Amicus makes much of the fact that a defendant’s false statements can be material even when the investigators are not deceived by them, accusing the government of asking for “the suspension of settled law for this case, but not for any others.” Gleeson Br. 46-47 (citing United States v. Safavian, 649 F.3d 688, 691-692 (D.C. Cir. 2011) (per curiam)). Contrary to amicus’s assertion (at 46-47), however, that is entirely consistent with the government’s analysis. In Safavian, the D.C. Circuit rejected a defendant’s argument that his false statements were not material where the interviewing FBI agent “knew, based upon his knowledge of the case file, that the incriminating statements were false when [the defendant] uttered them.” 649 F.3d at 691. As the government recognized in its motion to dismiss, the fact that the FBI knew at the time it interviewed Flynn the actual contents of his conversations with Kislyak does not render them immaterial. See Doc. 198, at 17 (citing Safavian, 649 F.3d 688 at 691-692). Rather, the fact that the FBI knew the content of the conversations is relevant because it would allow a jury to assess the significance the FBI in fact attached to that truthful information when the FBI learned it; and, absent reason to think that the FBI’s reaction was objectively unreasonable, that would inform the jury’s assessment of the significance a reasonable decision-maker would attach to the information.

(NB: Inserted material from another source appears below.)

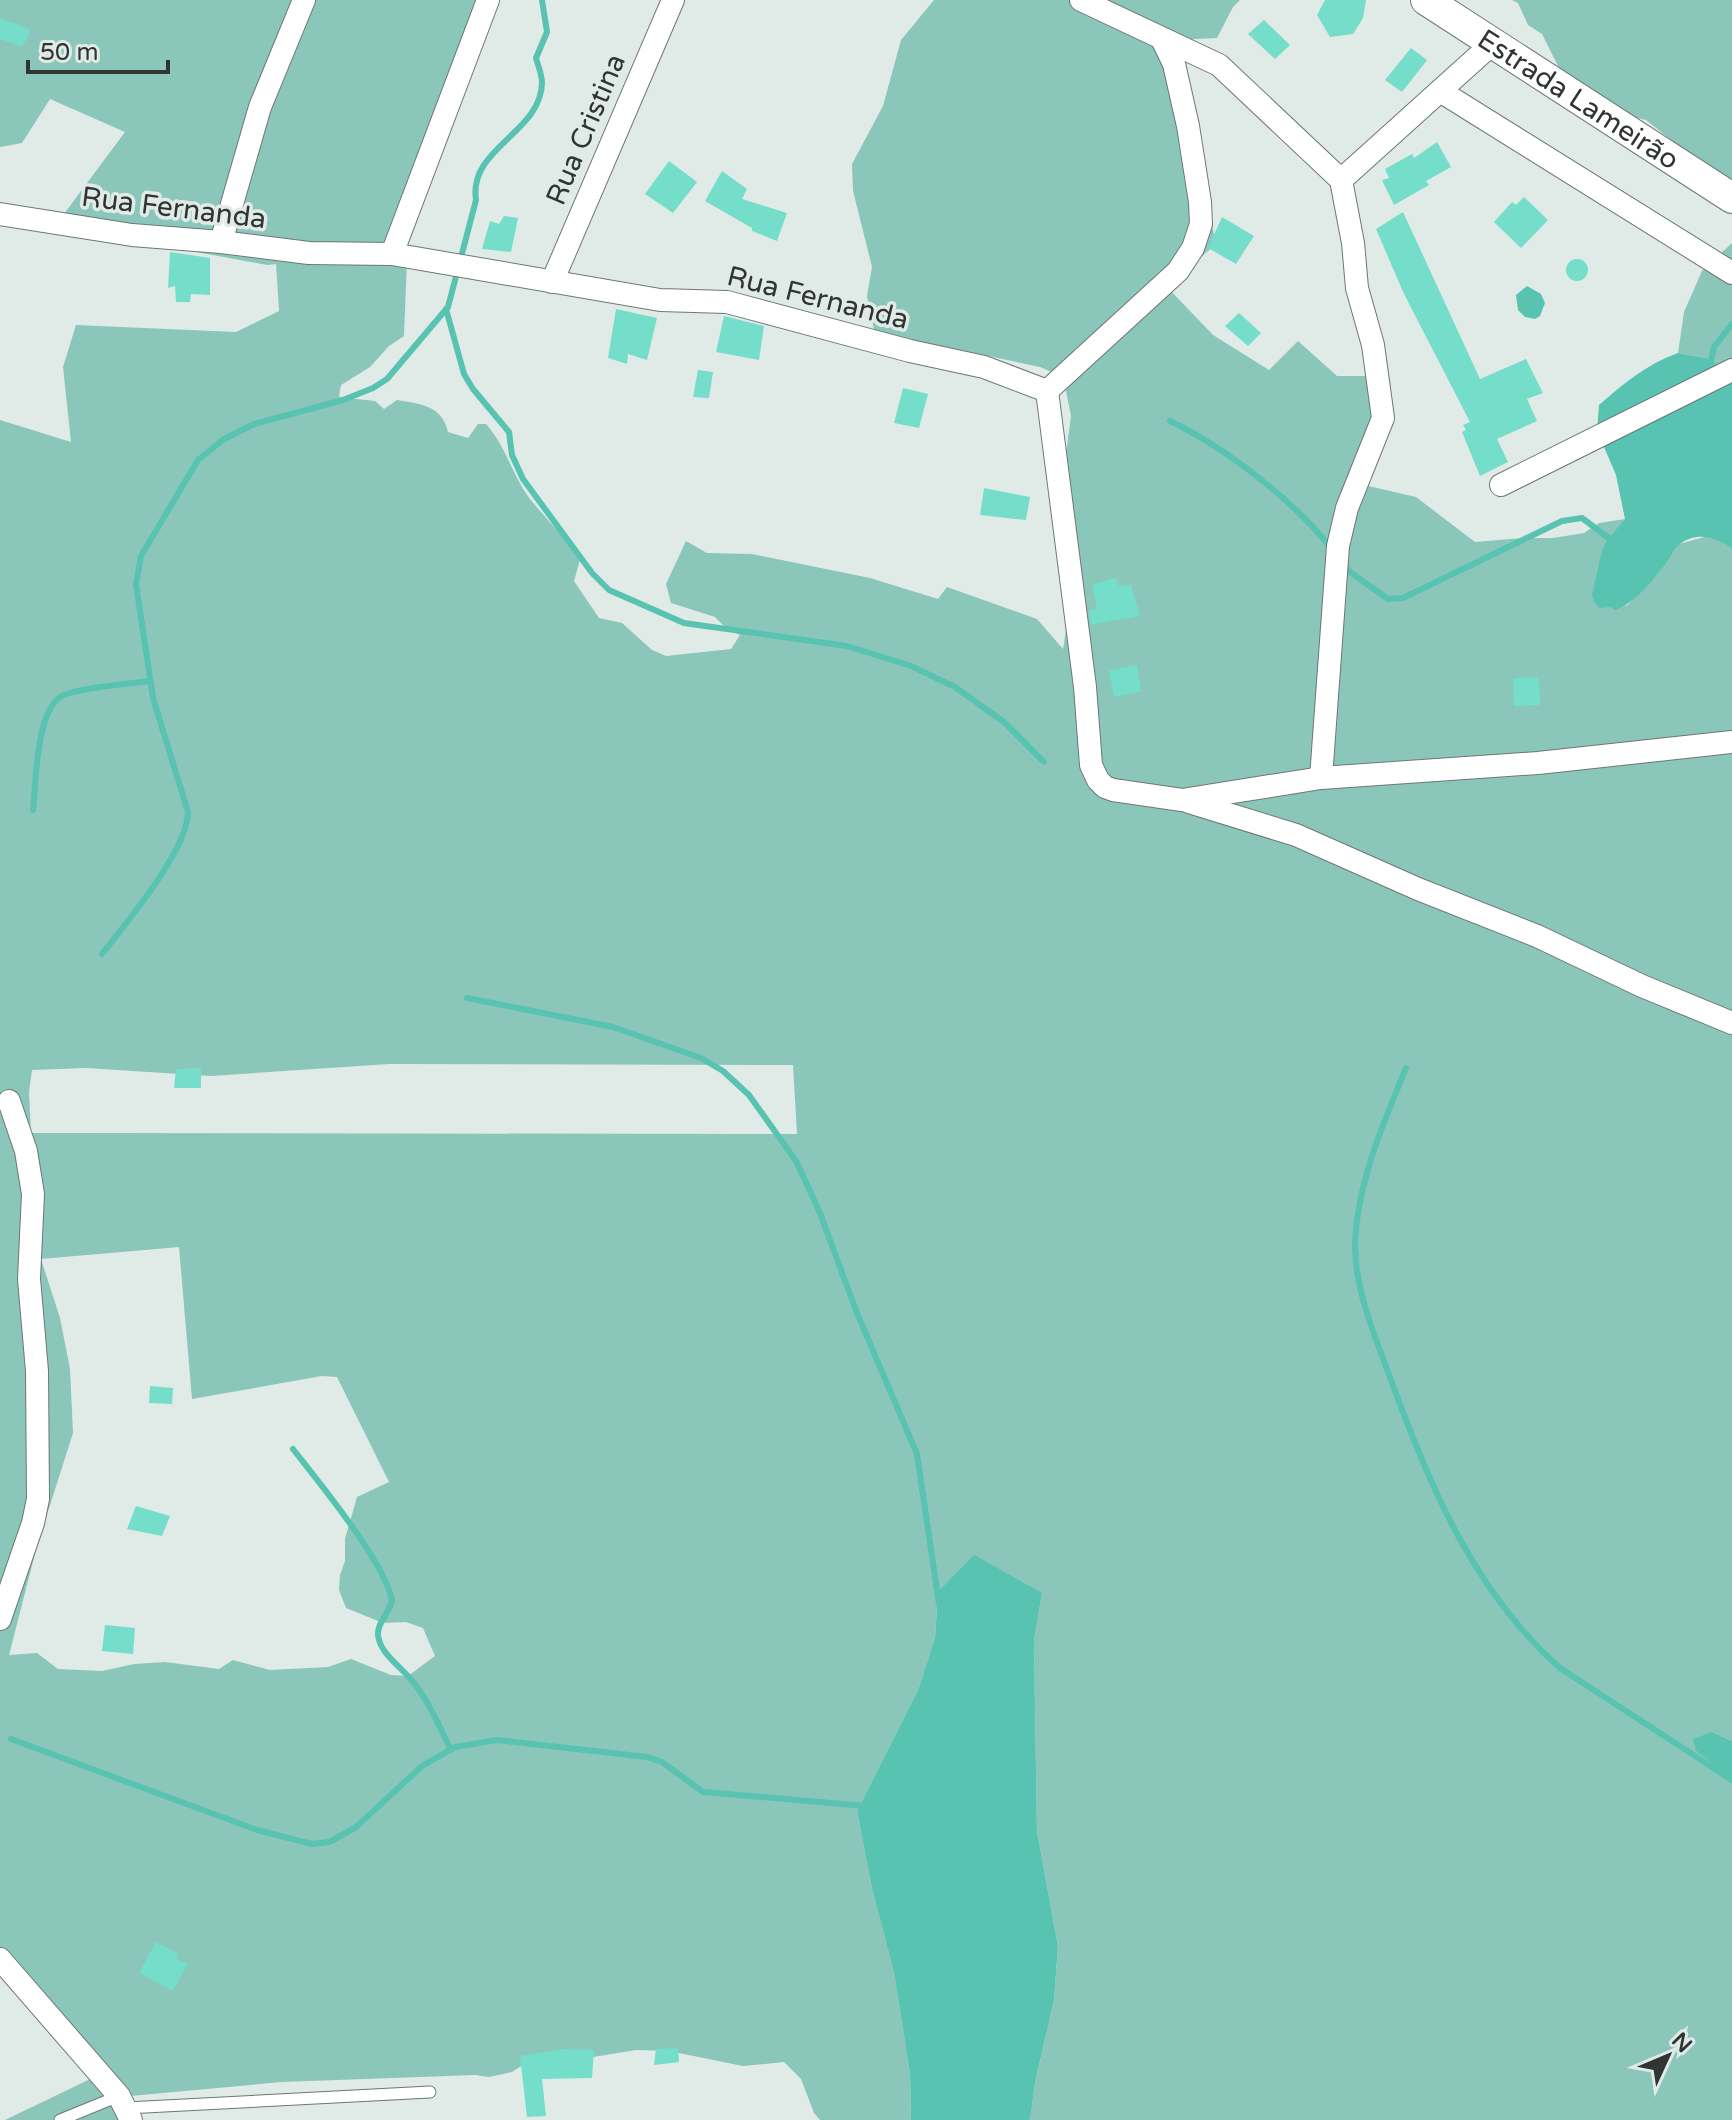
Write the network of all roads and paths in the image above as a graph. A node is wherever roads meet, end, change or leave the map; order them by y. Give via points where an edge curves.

Shea’s argument was — as Gleeson made clear — legally indefensible. Ballantine’s is legally more defensible. Except that she has already argued more persuasively against herself, in a still-pending filing that is, like the motion to dismiss, the authoritative position of the Executive Branch.

Ballantine’s argument here is more persuasive then — though inconsistent with — Shea’s. Except that she’s arguing with a still more persuasive Ballantine memorandum that remains before Sullivan.

Not only is DOJ arguing with DOJ, but Jocelyn Ballantine is arguing with Jocelyn Ballantine

With DOJ’s motion to dismiss, Bill Barr’s DOJ argued against what Bill Barr’s DOJ argued in a still pending sentencing memo submitted in January. DOJ’s response in the DC Circuit mandamus petition argued against Bill Barr’s admission that Emmet Sullivan has a say in whether to dismiss the case or not. Now, Jocelyn Ballantine is arguing that DOJ’s past (but still-pending) statements about materiality conflict with its current statements.

The DC Circuit filing and this one conflict with Shea about what the “new things” are justifying such flip-flops.

But crazier still, Ballantine argues that these conflicting statements are the authoritative view, singular, of the Executive.

Ballantine has laid out a case and controversy with Sullivan here — whether her own conduct amounted to misconduct. Sullivan’s amicus, John Gleeson, may well be able to use that to argue that the many conflicting statements from DOJ make it clear there is no authoritative view from the Executive, because it can’t agree with itself — its prosecutor can’t even agree with herself — on a week to week basis.

And if there is no one authoritative authoritative view of the Executive, Sullivan will have a much easier time arguing all this overcomes any presumption of regularity.